Editors must scrutinize the generalizability and reproducibility of the imaging biomarker. Differences in MRI hardware, sequence parameters, and post-processing software versions can significantly alter calculated core and penumbra volumes. Ensuring that the study's automated thresholds are robust across heterogeneous real-world settings is a critical point for publication and external validity.

Guideline Committee
Guideline Committee

Based on the DEFUSE 2 findings and subsequent confirmatory randomized trials, how has the strength of recommendation for advanced imaging (CTP or MRI) changed in current AHA/ASA guidelines for selecting patients for endovascular thrombectomy in the extended 6-to-24 hour time window?

Key Response

DEFUSE 2 paved the way for phase 3 trials like DEFUSE 3 and DAWN. Current AHA/ASA guidelines give a Class I, Level of Evidence A recommendation for using CTP or DWI/PWI MRI to select patients for mechanical thrombectomy between 6 and 24 hours of last known normal.

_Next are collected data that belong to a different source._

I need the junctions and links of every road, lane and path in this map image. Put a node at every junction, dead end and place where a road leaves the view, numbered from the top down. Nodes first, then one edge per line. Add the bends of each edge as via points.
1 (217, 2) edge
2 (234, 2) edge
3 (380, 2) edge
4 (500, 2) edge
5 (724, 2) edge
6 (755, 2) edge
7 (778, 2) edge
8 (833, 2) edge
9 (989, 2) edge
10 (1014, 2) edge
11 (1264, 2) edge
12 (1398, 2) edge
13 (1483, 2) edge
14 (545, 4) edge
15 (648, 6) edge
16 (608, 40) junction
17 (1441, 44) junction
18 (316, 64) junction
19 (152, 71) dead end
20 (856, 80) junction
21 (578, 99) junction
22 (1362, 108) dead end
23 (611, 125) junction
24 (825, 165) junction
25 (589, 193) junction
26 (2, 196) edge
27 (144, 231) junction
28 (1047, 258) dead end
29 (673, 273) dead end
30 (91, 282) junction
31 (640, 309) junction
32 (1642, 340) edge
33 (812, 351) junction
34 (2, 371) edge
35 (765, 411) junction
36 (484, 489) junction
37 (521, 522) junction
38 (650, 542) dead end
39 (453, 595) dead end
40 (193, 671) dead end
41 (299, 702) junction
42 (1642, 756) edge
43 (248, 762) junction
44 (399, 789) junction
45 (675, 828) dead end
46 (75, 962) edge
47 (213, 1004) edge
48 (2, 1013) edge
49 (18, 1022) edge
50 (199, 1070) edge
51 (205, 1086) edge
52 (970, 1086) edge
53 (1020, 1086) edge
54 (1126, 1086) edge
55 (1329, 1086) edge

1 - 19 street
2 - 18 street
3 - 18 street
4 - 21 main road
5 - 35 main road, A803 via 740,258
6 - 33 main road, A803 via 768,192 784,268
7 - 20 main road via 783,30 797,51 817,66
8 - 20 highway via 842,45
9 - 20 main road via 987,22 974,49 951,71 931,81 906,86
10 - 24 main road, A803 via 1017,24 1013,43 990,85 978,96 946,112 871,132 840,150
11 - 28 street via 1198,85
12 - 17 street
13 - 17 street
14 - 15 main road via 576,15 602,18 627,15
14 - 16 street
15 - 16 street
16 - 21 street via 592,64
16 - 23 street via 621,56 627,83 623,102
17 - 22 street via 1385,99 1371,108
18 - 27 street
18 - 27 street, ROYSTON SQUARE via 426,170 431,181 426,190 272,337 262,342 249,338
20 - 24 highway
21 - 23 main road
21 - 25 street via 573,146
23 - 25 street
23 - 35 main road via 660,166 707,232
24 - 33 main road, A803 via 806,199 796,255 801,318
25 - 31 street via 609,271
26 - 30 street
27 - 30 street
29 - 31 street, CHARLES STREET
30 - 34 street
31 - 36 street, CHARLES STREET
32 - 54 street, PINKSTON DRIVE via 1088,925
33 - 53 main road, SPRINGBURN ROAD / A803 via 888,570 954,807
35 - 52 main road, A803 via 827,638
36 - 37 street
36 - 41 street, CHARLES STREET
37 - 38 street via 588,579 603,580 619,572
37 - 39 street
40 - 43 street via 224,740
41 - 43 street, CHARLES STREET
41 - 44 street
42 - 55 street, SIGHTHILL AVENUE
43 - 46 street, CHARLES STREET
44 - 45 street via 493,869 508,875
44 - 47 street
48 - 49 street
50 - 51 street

Guideline committees must utilize these foundational cohort data combined with later RCTs to establish and update the standard of care for late-window selection.

Clinical Landscape

Noteworthy Related Trials

2015

EXTEND-IA Trial

n = 70 · NEJM

Tested

Endovascular thrombectomy plus alteplase

Population

Ischemic stroke within 4.5 hours with large vessel occlusion and salvageable tissue on CT perfusion

Comparator

Alteplase alone

Endpoint

Reperfusion at 24 hours and early neurologic improvement

Key result: Endovascular therapy significantly improved reperfusion early neurologic recovery and functional outcome compared to alteplase alone.
2018

DEFUSE 3 Trial

n = 182 · NEJM

Tested

Endovascular thrombectomy plus standard medical therapy

Population

Ischemic stroke 6 to 16 hours from onset with salvageable tissue on perfusion imaging

Comparator

Standard medical therapy alone

Endpoint

Ordinal score on the modified Rankin scale at 90 days

Key result: Endovascular therapy resulted in a better functional outcome than medical therapy among patients treated 6 to 16 hours after stroke onset.
2018

DAWN Trial

n = 206 · NEJM

Tested

Endovascular thrombectomy plus standard medical therapy

Population

Ischemic stroke 6 to 24 hours from onset with clinical-core mismatch

Comparator

Standard medical therapy alone

Endpoint

Utility-weighted modified Rankin scale score at 90 days

Key result: Thrombectomy significantly improved clinical outcomes in patients with a mismatch between clinical deficit and infarct volume treated up to 24 hours.